Go through the lines below and copy any that hold the string "Drive".

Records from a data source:
▶

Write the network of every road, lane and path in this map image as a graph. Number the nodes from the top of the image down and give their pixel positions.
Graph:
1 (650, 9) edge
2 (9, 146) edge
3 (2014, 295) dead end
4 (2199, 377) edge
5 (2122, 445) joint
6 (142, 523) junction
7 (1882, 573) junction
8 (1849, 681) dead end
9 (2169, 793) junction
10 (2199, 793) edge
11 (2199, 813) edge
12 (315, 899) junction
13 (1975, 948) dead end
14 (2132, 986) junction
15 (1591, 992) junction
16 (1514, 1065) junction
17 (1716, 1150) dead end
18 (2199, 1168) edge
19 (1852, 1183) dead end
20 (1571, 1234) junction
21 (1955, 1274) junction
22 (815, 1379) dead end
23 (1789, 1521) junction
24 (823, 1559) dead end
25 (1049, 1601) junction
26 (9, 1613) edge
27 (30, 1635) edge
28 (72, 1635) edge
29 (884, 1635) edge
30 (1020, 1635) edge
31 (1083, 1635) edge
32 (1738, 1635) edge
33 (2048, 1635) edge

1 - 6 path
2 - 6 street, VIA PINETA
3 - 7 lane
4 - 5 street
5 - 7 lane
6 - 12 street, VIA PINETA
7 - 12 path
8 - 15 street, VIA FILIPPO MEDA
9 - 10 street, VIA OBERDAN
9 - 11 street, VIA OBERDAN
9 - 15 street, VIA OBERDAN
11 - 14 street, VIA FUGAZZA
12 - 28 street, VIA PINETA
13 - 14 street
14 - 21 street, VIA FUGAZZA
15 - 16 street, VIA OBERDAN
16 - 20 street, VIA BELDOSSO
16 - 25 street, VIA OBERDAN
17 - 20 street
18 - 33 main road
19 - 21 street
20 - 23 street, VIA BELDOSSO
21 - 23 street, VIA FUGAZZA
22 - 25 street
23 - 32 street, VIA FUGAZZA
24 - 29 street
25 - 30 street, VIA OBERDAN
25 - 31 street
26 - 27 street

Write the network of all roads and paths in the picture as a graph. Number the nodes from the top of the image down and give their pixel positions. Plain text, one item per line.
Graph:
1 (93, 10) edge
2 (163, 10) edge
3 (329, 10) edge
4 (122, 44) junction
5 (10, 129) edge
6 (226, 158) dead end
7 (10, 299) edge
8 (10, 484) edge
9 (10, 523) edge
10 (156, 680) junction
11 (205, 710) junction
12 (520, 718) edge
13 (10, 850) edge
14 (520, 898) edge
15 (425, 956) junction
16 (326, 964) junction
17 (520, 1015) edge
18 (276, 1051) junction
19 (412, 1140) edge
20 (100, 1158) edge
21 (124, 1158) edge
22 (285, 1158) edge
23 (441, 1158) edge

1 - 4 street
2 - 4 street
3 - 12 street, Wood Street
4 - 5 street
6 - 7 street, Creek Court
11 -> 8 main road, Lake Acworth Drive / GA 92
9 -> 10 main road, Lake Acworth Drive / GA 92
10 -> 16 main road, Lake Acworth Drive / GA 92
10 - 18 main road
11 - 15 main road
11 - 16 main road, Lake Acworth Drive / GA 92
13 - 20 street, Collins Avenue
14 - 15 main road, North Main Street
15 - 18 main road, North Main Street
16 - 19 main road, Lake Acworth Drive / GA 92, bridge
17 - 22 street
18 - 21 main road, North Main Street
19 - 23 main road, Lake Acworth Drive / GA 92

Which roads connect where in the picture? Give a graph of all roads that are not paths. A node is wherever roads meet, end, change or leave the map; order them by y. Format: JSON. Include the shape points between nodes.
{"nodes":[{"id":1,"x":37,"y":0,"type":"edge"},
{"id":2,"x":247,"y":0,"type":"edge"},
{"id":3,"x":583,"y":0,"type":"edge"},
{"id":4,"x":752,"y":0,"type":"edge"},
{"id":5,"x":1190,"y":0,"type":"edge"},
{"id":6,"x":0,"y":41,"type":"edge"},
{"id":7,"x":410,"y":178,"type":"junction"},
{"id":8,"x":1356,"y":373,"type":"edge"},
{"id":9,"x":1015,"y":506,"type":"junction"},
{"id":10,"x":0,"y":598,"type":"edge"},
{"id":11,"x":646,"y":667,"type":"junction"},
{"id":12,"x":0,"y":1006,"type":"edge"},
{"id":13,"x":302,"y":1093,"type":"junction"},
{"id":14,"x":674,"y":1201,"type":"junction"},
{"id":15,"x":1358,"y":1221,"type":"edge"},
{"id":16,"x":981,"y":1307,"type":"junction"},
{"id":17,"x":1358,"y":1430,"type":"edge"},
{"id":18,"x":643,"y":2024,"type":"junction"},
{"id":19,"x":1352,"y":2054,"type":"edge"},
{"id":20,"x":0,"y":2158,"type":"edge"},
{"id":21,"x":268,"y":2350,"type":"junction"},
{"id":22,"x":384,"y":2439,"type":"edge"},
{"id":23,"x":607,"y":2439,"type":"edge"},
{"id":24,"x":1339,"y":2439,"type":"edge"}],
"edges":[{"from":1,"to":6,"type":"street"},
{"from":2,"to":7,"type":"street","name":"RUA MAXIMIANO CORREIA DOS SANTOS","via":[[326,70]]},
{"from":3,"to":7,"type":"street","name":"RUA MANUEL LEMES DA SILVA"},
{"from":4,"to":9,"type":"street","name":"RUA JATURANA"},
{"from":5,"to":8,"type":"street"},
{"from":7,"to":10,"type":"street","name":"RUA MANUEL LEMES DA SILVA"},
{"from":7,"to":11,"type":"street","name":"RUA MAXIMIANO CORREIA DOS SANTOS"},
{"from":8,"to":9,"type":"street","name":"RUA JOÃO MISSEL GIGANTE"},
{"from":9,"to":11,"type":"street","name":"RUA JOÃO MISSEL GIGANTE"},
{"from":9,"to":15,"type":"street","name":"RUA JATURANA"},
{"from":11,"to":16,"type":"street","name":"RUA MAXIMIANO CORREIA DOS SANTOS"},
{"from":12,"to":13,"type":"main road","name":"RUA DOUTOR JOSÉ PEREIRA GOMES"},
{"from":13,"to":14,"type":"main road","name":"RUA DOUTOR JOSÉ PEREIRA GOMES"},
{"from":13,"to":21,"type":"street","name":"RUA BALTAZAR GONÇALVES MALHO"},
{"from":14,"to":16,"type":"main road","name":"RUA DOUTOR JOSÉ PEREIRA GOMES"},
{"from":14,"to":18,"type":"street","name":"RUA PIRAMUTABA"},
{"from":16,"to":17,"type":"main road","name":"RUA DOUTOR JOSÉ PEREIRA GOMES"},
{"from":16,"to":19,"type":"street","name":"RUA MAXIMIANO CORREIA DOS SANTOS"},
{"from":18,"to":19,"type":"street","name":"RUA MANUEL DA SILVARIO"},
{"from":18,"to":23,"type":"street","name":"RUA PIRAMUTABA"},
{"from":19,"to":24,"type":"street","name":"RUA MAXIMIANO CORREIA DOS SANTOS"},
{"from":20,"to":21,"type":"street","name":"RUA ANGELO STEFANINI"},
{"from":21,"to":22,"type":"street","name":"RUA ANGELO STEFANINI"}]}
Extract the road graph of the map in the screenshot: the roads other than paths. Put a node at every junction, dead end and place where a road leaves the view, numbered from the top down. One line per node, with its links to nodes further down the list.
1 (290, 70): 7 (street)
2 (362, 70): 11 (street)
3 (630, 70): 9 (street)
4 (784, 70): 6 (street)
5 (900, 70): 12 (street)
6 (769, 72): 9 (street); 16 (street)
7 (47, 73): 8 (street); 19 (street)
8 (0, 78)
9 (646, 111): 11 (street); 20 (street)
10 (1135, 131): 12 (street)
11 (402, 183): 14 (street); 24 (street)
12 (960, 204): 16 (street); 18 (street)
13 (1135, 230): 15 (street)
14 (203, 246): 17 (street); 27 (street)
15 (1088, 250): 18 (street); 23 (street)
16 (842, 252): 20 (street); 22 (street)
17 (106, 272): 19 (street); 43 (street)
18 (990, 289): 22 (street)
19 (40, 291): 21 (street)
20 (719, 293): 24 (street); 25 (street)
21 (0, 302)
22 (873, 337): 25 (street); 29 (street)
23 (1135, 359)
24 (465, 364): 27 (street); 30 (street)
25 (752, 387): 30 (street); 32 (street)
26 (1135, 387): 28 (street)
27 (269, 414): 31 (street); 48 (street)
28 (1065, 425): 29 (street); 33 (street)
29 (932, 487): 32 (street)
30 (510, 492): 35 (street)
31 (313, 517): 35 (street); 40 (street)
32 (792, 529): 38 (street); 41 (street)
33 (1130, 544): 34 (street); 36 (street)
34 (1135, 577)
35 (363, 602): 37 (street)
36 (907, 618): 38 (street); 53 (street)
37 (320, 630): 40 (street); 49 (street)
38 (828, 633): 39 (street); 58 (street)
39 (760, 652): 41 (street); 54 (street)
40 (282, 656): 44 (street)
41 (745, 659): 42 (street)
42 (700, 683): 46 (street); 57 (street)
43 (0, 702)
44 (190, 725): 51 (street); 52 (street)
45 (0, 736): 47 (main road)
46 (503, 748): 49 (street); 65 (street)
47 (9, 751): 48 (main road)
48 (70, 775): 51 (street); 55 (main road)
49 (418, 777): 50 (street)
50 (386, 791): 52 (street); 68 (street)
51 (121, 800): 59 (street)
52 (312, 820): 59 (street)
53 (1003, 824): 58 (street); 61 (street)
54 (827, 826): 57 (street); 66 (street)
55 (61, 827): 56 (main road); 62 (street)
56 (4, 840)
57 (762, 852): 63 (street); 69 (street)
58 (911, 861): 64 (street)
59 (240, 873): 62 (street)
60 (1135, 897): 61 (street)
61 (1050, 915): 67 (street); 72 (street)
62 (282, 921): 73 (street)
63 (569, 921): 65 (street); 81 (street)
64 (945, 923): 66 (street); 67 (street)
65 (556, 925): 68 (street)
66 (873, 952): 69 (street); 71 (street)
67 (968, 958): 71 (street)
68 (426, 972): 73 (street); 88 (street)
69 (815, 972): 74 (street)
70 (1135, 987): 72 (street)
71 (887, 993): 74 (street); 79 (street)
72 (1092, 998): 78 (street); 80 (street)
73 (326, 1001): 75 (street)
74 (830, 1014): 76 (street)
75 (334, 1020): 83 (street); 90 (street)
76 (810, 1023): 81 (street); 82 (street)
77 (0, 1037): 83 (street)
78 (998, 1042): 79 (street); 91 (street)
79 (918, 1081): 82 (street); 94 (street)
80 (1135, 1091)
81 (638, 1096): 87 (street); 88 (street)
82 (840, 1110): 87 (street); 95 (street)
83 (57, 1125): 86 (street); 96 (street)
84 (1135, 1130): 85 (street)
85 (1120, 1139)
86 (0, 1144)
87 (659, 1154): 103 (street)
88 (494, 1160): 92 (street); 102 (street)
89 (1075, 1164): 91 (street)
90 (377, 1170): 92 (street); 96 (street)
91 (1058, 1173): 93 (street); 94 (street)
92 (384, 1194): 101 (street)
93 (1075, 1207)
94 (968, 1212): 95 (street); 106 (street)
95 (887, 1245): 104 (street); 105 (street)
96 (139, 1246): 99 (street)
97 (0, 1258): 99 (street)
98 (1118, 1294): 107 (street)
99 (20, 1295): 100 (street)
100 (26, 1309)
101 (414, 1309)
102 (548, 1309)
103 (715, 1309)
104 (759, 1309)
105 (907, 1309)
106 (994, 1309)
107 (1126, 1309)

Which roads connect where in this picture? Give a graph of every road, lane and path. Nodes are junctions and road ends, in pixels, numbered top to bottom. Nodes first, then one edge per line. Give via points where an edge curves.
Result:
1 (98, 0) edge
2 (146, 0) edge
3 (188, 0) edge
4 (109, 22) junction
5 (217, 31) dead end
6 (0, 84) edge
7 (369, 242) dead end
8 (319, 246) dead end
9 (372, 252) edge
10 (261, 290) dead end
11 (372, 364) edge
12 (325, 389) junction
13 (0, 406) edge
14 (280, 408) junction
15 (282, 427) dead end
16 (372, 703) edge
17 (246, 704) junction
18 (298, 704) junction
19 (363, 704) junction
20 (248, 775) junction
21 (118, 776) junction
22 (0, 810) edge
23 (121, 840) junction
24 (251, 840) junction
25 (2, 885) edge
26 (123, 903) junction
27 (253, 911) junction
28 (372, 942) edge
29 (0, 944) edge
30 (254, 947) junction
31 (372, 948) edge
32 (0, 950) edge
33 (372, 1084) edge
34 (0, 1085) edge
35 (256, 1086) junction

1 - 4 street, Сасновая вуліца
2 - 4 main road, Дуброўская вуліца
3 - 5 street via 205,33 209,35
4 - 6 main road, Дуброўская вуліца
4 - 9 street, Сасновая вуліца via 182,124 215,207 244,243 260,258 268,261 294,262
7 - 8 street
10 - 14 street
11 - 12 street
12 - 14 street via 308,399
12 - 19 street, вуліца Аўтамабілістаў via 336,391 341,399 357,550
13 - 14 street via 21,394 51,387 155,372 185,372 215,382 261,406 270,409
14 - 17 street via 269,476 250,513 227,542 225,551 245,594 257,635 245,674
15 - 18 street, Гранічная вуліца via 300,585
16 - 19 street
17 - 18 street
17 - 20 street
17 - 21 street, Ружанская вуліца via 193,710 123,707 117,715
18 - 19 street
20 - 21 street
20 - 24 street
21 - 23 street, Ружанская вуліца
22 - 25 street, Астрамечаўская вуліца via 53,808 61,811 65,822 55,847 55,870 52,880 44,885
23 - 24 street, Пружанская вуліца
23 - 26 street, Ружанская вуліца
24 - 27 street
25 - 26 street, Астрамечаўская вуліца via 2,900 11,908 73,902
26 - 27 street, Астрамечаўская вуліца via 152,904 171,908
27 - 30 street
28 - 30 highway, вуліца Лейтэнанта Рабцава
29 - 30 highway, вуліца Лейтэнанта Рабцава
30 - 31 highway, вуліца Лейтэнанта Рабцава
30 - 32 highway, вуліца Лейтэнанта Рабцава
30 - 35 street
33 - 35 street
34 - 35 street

◀

[SOLUTION FOR THIS PROBLEM]:
11 -> 8 main road, Lake Acworth Drive / GA 92
9 -> 10 main road, Lake Acworth Drive / GA 92
10 -> 16 main road, Lake Acworth Drive / GA 92
11 - 16 main road, Lake Acworth Drive / GA 92
16 - 19 main road, Lake Acworth Drive / GA 92, bridge
19 - 23 main road, Lake Acworth Drive / GA 92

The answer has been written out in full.